Your assignment:
If a line of the data below holds the string "Zabłocka", copy it.

Input records:
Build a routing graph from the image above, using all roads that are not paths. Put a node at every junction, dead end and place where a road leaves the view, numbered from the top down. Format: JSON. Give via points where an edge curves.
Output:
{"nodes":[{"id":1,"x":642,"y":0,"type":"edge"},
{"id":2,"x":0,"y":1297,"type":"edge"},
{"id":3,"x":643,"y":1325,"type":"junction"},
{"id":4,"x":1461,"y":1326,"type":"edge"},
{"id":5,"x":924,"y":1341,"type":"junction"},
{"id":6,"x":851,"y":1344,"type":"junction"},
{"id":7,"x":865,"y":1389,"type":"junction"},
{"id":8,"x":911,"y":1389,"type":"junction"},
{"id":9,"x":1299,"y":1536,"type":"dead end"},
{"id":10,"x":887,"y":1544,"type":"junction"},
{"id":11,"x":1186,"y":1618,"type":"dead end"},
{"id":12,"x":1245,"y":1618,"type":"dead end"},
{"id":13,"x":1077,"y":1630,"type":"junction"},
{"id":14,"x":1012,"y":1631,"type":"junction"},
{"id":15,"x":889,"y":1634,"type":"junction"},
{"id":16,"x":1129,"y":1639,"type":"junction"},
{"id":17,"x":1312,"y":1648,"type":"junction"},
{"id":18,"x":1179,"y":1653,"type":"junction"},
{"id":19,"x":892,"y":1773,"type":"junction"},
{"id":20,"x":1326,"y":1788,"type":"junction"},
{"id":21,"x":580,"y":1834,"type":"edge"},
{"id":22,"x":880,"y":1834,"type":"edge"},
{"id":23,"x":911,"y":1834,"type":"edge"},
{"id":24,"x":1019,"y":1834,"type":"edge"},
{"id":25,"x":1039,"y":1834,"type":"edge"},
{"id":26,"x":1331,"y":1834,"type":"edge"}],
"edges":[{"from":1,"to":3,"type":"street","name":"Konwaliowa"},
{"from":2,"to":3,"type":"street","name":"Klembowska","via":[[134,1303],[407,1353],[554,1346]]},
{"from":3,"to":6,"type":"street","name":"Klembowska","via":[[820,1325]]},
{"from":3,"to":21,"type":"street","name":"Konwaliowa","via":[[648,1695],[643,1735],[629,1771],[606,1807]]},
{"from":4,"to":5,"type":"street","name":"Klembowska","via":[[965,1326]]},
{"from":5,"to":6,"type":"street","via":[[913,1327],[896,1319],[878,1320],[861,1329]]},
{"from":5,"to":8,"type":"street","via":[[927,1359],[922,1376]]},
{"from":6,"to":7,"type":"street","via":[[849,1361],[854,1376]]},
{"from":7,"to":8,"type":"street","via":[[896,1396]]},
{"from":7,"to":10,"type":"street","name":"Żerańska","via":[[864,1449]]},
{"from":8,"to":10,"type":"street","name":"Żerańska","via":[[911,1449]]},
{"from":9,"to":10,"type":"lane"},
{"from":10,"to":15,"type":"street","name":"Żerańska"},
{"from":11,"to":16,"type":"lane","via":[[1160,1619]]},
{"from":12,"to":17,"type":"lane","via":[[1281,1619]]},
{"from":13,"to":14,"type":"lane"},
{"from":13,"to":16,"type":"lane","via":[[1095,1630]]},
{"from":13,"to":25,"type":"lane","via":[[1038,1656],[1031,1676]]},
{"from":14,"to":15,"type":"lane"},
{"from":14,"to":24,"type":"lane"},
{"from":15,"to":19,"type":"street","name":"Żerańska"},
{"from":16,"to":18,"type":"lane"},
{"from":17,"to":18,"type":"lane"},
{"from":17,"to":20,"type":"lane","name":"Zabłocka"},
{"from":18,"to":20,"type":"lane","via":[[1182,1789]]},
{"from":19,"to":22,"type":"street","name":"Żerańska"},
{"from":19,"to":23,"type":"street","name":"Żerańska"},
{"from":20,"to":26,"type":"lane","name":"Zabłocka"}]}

Written solution:
{"from":17,"to":20,"type":"lane","name":"Zabłocka"},
{"from":20,"to":26,"type":"lane","name":"Zabłocka"}]}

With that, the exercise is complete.